Dans sa courte vie rimbaldienne, où il entrait du chevalier et du romantique, il traversa la vie de Paris comme un aérolithe, et la connut toute, des turqueries de Lancret de la haute auberge mondaine à la molesquine lie de vin d'un café ou d'une brasserie où il faisait prendre parfois, par un domestique rapporté d'Égypte, une falourde de Munster pour régaler ses amis quand il habitait rue de Chanaleilles. Il connut les bars racés du quartier Vendôme et les caboulots périlleux de Meknès ou de Jaguaro, le vide conventionnel des bureaux de ministres où il rendait compte de ses missions, et des grands journaux de Paris où il confiait, dans son langage serré à la Paul-Louis Courier, ses sensations de pilote. Je crois qu'en dix ans d'intimité, je ne le vis que trois fois dans un véritable appartement, dans un chez soi dont il payait le terme et où il tenait parfois compte des fauteuils et des polices d'assurances... Les chambres où nous nous retrouvions pour passer des heures ensemble étaient des hôtels, des nuits, des petits-jours, des gares. Que de fois il fallut attendre le harassement pour se quitter enfin devant l'aéroport de la Coupole ou dans le hall de l'hôtel Lutétia! Que de nuits aussi j'ai passées à l'attendre, nerveux et tendu, non qu'il fût toujours en retard, mais parce que je le savais à Florianopolis ou en Cyrénaïque, et que la radio ne nous disait rien sur le régime de son moteur.

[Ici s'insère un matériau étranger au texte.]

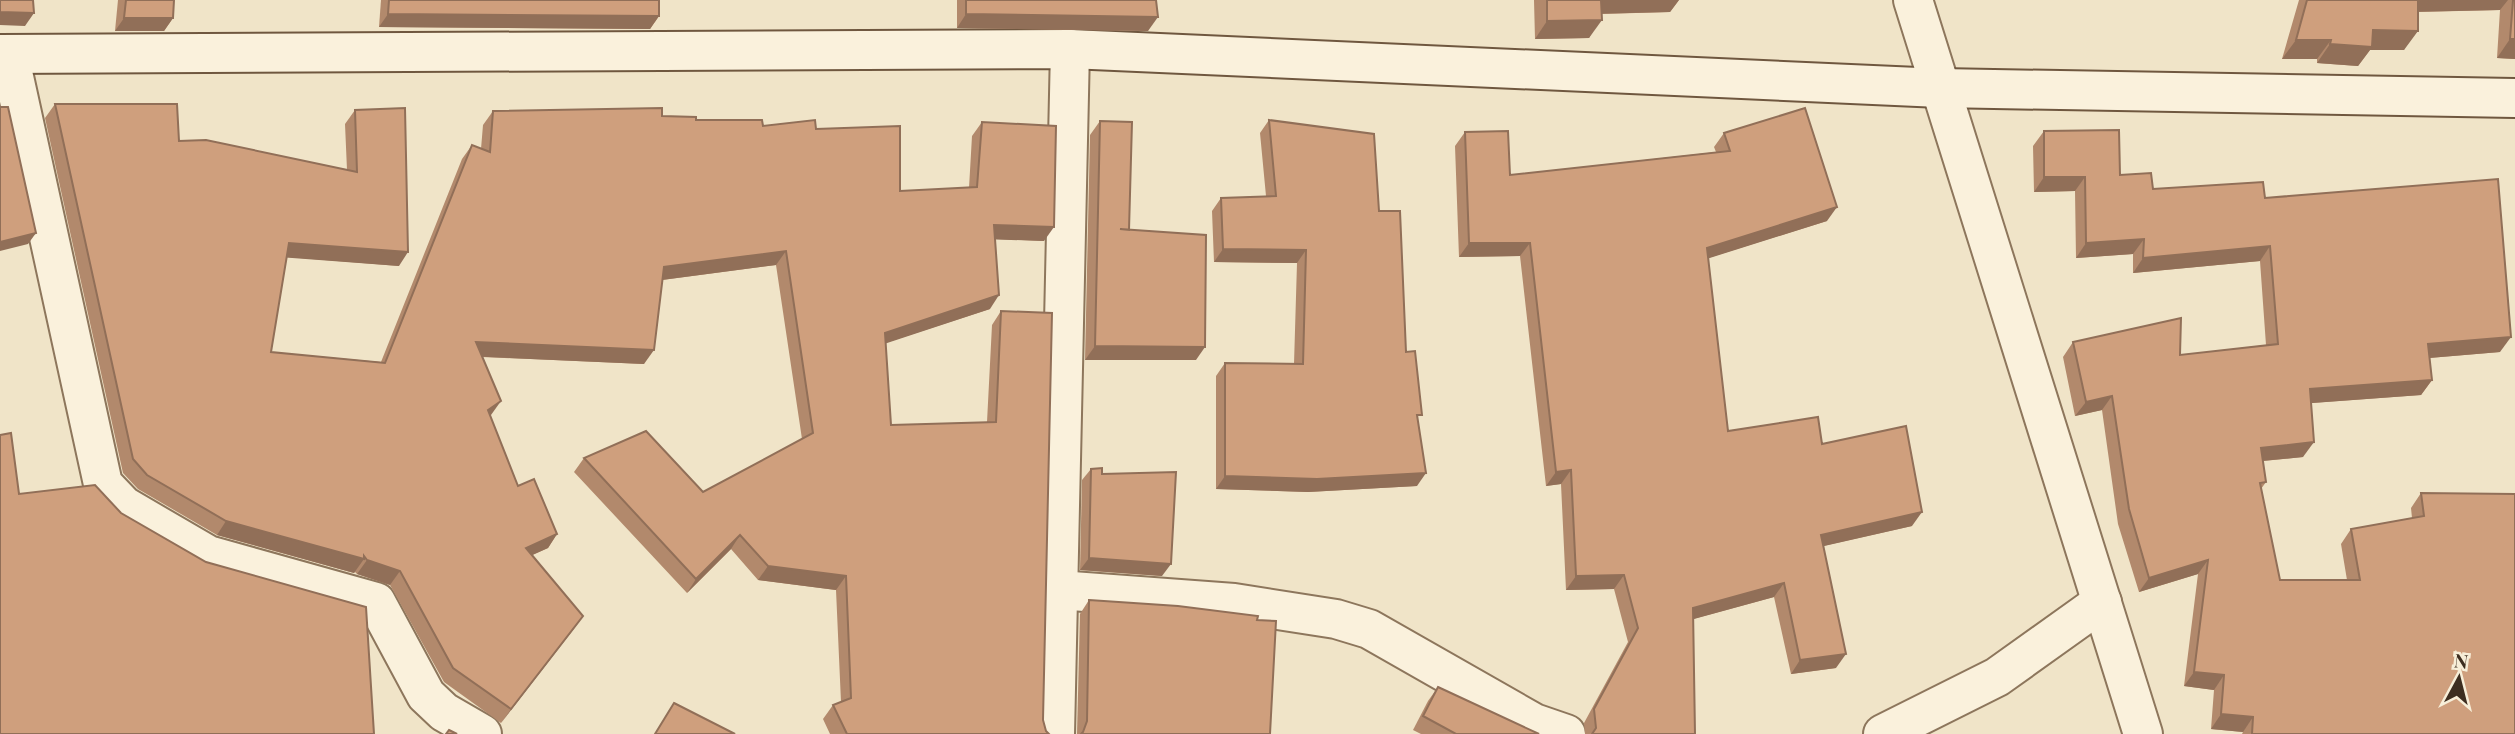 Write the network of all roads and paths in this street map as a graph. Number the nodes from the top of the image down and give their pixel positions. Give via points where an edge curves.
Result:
1 (1913, 0) edge
2 (1070, 49) junction
3 (5, 54) edge
4 (1940, 88) junction
5 (2515, 98) edge
6 (1058, 590) junction
7 (2102, 602) junction
8 (482, 734) edge
9 (1055, 734) edge
10 (1566, 734) edge
11 (1883, 734) edge
12 (2143, 734) edge

1 - 4 street
2 - 3 street
2 - 4 street
2 - 6 street
3 - 8 street via 103,484 124,506 208,555 376,601 426,695 444,712
4 - 5 street
4 - 7 street
6 - 9 street
6 - 10 street via 1234,603 1336,618 1369,629 1534,723
7 - 11 street via 1997,677
7 - 12 street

Grand Saint-Ex à qui rien ne fut impossible, et qui laisse d'inguérissables blessures au cœur de ceux qui l'ont vu, même une seule fois, sourire. Car il souriait comme pas un. Non point de certitude, et parce que ses écrits l'ont fait comparer à un Conrad, à un Kipling, Non point parce que sa prose est drue et profonde et qu'on en parlait, ni parce que ses avis comptaient, ni parce qu'il portait un beau nom, ni parce qu'il eut presque à sa merci les plus nobles camarades que pût souhaiter un homme de sa trempe, Mais, tout simplement, parce qu'il était charmant, et qu'il avait, au fond de son cœur princier, des joyaux pour toue le monde.